Less than 15 miles from downtown West Palm Beach, an airboat glided through Grassy Waters Preserve, a 24-square-mile marsh on the northeastern edges of the Florida Everglades.

After passing alligators, wading birds and wild hogs, the boat slowed to a gentle drift along a stand of mature slash pine rising from the water on the preserve’s northwestern border. The boat’s pilot, Pat Painter, pointed to the water in front of the trees, at a row of wooden stakes topped with red ribbon stretching north.

“See those red flags?’’ Painter said. “That’s where the road will go.’’

Welcome to front line in the battle over the extension of State Road 7, a 2-mile stretch of concrete that could get the green light from the Federal Highway Administration as early as next month.

The project entails the final link of an extension connecting Northlake and Okeechobee boulevards, providing a much-needed route for the county’s growing central and western communities. Two lanes of SR 7 have already been extended from Okeechobee Road north to 60th Street North – a stretch the county eventually plans to widen to four lanes.

But it is the final 2-mile extension, from 60th Street North to Northlake, that has generated the most controversy because it would slip between the western edges of Grassy Waters Preserve and the east side of Ibis, a gated community of about 1,750 homes within the northwestern boundary of West Palm Beach.

Ibis residents are a force in city elections, and one Ibis resident, Jeri Muoio, is the city’s mayor. Residents object to the noise and traffic that a four-lane road would bring and are also concerned it would become a six-lane truck route.

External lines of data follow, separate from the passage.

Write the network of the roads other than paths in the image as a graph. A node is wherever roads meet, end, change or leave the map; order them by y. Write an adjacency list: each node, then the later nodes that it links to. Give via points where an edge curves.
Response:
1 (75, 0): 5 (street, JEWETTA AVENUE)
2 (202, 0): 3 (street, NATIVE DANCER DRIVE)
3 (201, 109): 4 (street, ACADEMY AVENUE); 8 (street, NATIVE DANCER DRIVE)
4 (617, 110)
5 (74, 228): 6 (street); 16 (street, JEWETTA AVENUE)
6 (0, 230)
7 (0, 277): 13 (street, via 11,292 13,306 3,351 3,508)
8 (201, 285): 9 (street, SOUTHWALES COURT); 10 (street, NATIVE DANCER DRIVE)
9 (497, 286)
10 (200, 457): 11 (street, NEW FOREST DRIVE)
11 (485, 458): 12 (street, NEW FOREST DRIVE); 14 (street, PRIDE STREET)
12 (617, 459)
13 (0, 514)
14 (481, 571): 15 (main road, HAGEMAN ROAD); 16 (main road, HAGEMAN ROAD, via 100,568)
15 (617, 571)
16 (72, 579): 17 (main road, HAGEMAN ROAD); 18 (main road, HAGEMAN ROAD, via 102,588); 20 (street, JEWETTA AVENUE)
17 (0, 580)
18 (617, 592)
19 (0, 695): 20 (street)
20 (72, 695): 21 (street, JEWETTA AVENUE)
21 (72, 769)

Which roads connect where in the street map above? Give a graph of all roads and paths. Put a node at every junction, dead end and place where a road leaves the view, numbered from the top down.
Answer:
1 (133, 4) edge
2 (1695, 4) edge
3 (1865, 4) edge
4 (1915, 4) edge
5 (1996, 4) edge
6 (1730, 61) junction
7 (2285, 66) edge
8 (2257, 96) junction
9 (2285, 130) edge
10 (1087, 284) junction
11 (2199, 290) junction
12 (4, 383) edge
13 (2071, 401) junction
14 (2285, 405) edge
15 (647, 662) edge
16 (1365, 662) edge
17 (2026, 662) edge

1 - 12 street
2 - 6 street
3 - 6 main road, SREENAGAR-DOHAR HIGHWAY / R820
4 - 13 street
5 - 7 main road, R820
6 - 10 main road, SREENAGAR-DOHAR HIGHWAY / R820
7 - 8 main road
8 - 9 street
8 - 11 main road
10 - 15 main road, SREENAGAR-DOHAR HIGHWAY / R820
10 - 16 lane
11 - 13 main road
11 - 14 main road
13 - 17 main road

But it’s a concern for the safety of the city’s water supply that is the big reason city officials cite for their opposition to the road. Grassy Waters captures rainwater for the water supply. Officials say the road could pose a hazard to the 120,000 customers in West Palm Beach, Palm Beach and South Palm Beach who rely on the supply for their drinking water.

“We are the only municipality on surface water like this. No other municipality east of the Mississippi that I know uses a marsh,’’ said Painter, the environmental resources manager for the city’s Public Utilities Department.

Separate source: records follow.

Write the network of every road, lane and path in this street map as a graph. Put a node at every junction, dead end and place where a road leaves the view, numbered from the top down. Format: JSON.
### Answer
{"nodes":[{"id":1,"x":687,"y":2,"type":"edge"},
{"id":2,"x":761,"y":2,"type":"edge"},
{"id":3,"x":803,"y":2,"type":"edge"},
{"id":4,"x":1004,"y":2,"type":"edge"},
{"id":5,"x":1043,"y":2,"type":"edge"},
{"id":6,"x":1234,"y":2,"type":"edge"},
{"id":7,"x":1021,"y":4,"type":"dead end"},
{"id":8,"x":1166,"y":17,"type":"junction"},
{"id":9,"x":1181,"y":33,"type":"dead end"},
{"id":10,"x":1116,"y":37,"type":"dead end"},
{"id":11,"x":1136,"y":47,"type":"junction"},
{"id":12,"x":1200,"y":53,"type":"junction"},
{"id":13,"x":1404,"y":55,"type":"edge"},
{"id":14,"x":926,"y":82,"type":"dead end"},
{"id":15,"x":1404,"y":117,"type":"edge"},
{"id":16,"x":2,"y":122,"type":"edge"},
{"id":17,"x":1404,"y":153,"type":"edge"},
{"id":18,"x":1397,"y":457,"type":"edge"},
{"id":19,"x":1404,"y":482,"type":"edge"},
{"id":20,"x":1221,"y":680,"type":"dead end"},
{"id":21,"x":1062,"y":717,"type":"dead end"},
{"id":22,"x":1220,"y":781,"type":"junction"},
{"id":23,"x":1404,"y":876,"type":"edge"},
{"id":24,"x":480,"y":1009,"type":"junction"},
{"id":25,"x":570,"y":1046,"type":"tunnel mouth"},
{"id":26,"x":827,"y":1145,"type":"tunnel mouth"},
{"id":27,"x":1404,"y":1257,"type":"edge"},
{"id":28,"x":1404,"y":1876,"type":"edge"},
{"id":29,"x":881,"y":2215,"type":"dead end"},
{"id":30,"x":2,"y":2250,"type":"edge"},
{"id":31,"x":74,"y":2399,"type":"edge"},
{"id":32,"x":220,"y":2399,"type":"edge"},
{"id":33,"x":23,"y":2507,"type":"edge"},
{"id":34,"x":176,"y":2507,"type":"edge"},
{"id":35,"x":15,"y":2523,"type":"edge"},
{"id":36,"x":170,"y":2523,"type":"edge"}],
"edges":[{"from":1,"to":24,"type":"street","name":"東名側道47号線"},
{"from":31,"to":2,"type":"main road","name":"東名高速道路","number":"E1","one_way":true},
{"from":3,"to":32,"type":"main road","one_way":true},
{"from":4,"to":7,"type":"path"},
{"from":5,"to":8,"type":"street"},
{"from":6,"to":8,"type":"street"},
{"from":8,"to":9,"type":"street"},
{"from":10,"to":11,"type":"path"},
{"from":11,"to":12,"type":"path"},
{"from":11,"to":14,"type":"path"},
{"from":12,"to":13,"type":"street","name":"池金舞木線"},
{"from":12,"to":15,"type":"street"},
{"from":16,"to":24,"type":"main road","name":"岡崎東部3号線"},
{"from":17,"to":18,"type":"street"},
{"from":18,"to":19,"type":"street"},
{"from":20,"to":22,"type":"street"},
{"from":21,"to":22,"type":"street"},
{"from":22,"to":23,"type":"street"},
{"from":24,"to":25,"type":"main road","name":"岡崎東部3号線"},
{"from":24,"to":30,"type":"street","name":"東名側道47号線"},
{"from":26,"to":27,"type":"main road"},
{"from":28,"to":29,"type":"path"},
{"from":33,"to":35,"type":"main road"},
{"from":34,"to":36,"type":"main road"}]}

Painter said Florida pioneer Henry Flagler bought land that includes Grassy Waters in 1894, realizing its benefits as a water supply to the budding development to the east. The West Palm Beach Water Supply Co., which was founded by Flagler, sold the marsh to the city in 1953.

If it’s built, the final SR 7 extension would cross over the M Canal, which feeds into Grassy Waters and continues taking water east to Lake Mangonia and Clear Lake in downtown West Palm Beach. Clear Lake, which straddles Okeechobee Boulevard, feeds into the city’s water treatment plant at Banyan Boulevard.

City officials say a busy road so close to the preserve could have disastrous effects on wildlife and water if, for example, a gasoline tanker overturned at the M Canal. They point out that SR 7, which extends as far south as Miami, already feels like a highway from Okeechobee Boulevard south to Boca Raton.

“No one minds the speed limit out there,’’ Painter said. “It turns a 90-degree turn at the M Canal after going 5 miles. Eventually something is going to happen.’’

But supporters of the extension say the city is exaggerating its concerns.

They argue the risk of a gasoline truck overturning near the water supply already exists along Okeechobee Boulevard between Interstate 95 and Australian Avenue – a much busier road less than a mile from the city’s water treatment plant.

West Palm Beach city leaders “are more worried about fear-mongering their residents about the water than they are about dealing with our traffic issues,’’ said Wellington Councilman Matt Willhite.

Road supporters also point out that Grassy Waters continued to thrive even after Northlake Boulevard was built in the late 1960s. The Grassy Waters ecosystem continues north across Northlake Boulevard into the Loxahatchee Slough.

“They want to sell a bill of goods that they are environmentalists,’’ said Michelle Damone, a supervisor for the Indian Trail Improvement District, which manages roads and canals in The Acreage. “Everybody knows that this is a personal issue and it’s hypocrisy. It’s personal issue because the mayor resides in Ibis.’’

West Palm Beach spokesman Elliot Cohen said the city’s concerns are shared by the U.S. Fish and Wildlife Service, which prefers a route away from the preserve to protect wildlife.

Although the wildlife service does not favor the current proposed route, the agency still endorsed the route because it includes a wildlife mitigation plan.

“It’s not just the city who thinks putting it through there is a horrible idea,’’ Cohen said. “The road can be built a little farther west. It will still carry the same number of cars and it will alleviate any risk to the water supply and the wildlife.’’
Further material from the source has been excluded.